The suggestion that audit engagement partners similarly be required to provide a signature, pertaining to their parallel responsibility for the audit, was formalized in a recommendation of a U.S. Treasury Department advisory committee (the Advisory Committee on the Audit Profession or ACAP) in 2008. In a subset of recommendations on audit firm finances and structure included in ACAP’s Final Report, the advisory committee, co-chaired by former SEC chairman Arthur Levitt Jr. and former SEC chief accountant Don Nicolaisen, called upon “regulators, the auditing profession, and others, as applicable,” to “urge the PCAOB to undertake a standard-setting initiative to consider mandating the engagement partner’s signature on the auditor’s report.”


Disclosures filed with PCAOB, vs.

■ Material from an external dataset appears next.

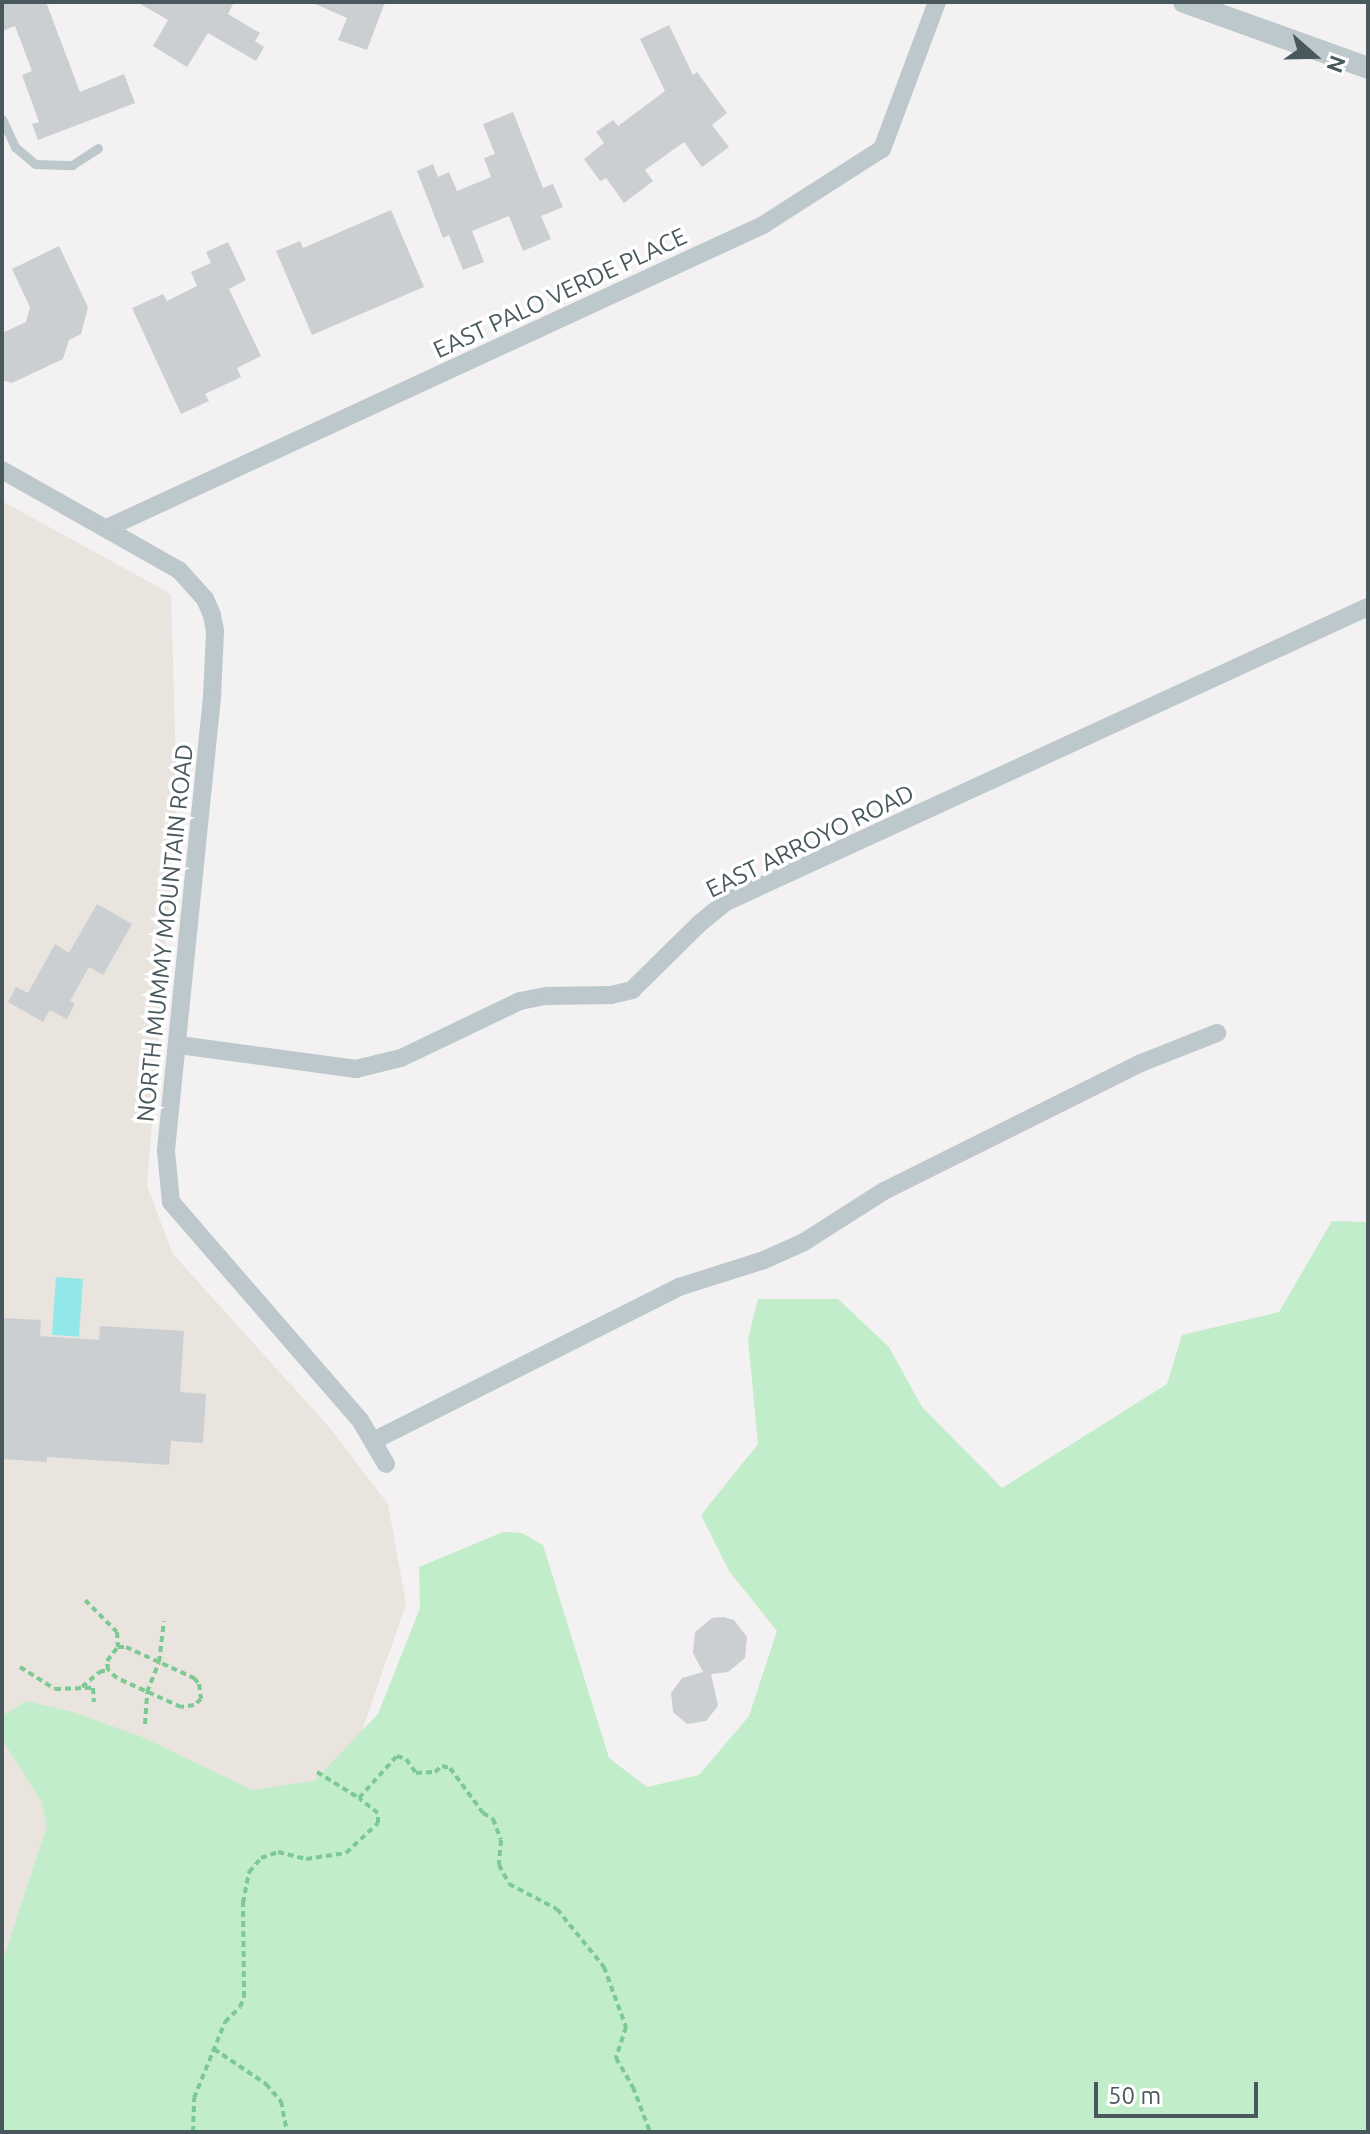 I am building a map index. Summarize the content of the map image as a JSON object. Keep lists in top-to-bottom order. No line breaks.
{"streets":{"street":["EAST PALO VERDE PLACE","EAST ARROYO ROAD","NORTH MUMMY MOUNTAIN ROAD"]},"crossings":[["EAST PALO VERDE PLACE","NORTH MUMMY MOUNTAIN ROAD"],["EAST ARROYO ROAD","NORTH MUMMY MOUNTAIN ROAD"]],"scale_bar":"50 m","north":"right"} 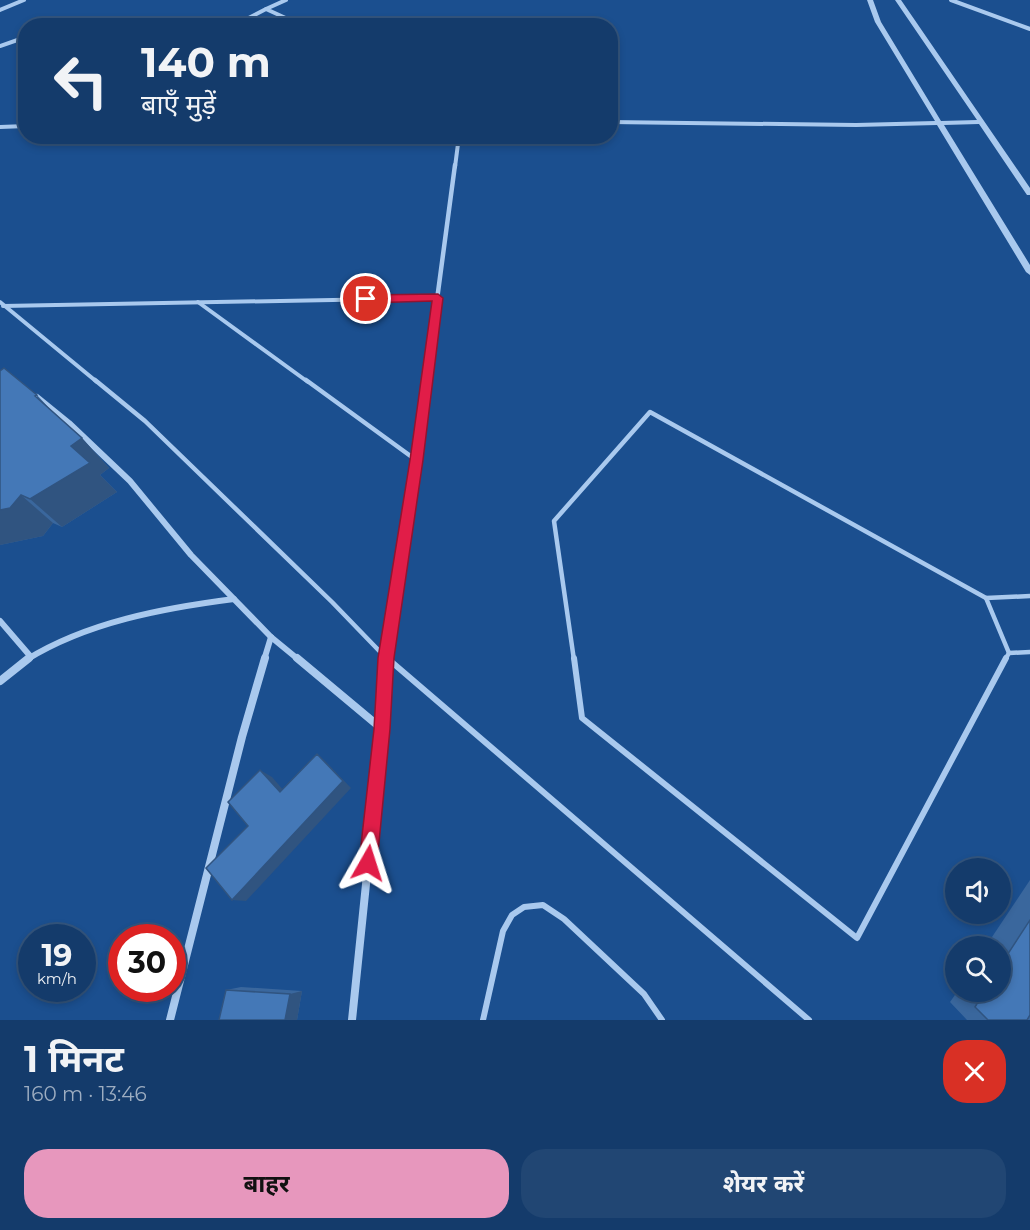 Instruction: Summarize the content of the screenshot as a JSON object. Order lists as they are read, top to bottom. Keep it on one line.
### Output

SEC

To address the significant concerns raised about individual partner liability that could potentially arise from even a disclosure of (let alone “signature” of) the engagement partner’s name in the SEC Form 10-K, the PCAOB chairman told the SAG that the board’s supplemental request for comment issued in June 2015 “emanated from previous comments − that is, to allow firms to file the disclosures in a publicly available form on the PCAOB’s website.” Besides removing the obstacle about liability questions arising from disclosure of the name in an SEC filing in particular, Doty noted that “among other benefits,” reporting of the name of engagement partners in publicly available documents filed with the PCAOB “would facilitate compilations of data for comparison and analysis.”


On this very point about how engagement partner disclosure may play in Peoria, or how investors, audit committees and others may use, interpret and extrapolate from such disclosures, questions were raised throughout the rule proposal process as to whether more harm than good could come of such disclosures. Although the personal accountability factor would be fulfilled, would such disclosure potentially drive unintended consequences that could harm investors? For example, would there now be disincentives for engagement partners to challenge management, or let questionable accounting treatment pass, for fear of having audits with his / her name publicly attached to them appear to be troubled audits? Others may argue that underlying issues will ultimately surface, at a higher potential cost or loss to investors.


Some argued during the rule proposal process that this “audit transparency” initiative would not have any direct impact on audit quality, and therefore questioned if such a rule was within the PCAOB’s stated purview of “oversee(ing) the audits of public companies in order to protect the interests of investors and further the public interest in the preparation of informative, accurate and independent audit reports.”


It will be interesting to see if a majority of PCAOB board members, in voting on the final rule (as well as, ultimately, the SEC, which has the final say on approving PCAOB final rules) will support the argument that enhanced accountability of the engagement partner not only impacts that individual, but can have a knock-on behavioral effect on the rest of the audit engagement team, and potentially on company management and the audit committee as well. As to any potential downside to the disclosure or unintended consequences arising from applying the traditional SEC / public company disclosure argument of “sunshine being the best disinfectant” to disclosure of audit engagement partners, as with other types of paradigm-shifting rule-making, perhaps only time will tell.


In the meantime, the PCAOB seems to have reached alignment with the SEC staff on the engagement partner disclosure rule. As Doty told the SAG, “As we prepare the final rule, we have been working closely with our colleagues at the SEC, Chief Accountant Jim Schnurr, Deputy Chief Accountant Brian Croteau, and other colleagues in the Office of the Chief Accountant, the Division of Economic and Risk Analysis and elsewhere. … I am grateful for their support in this initiative, without which we would not be in a position to bring this important investor initiative to fruition.”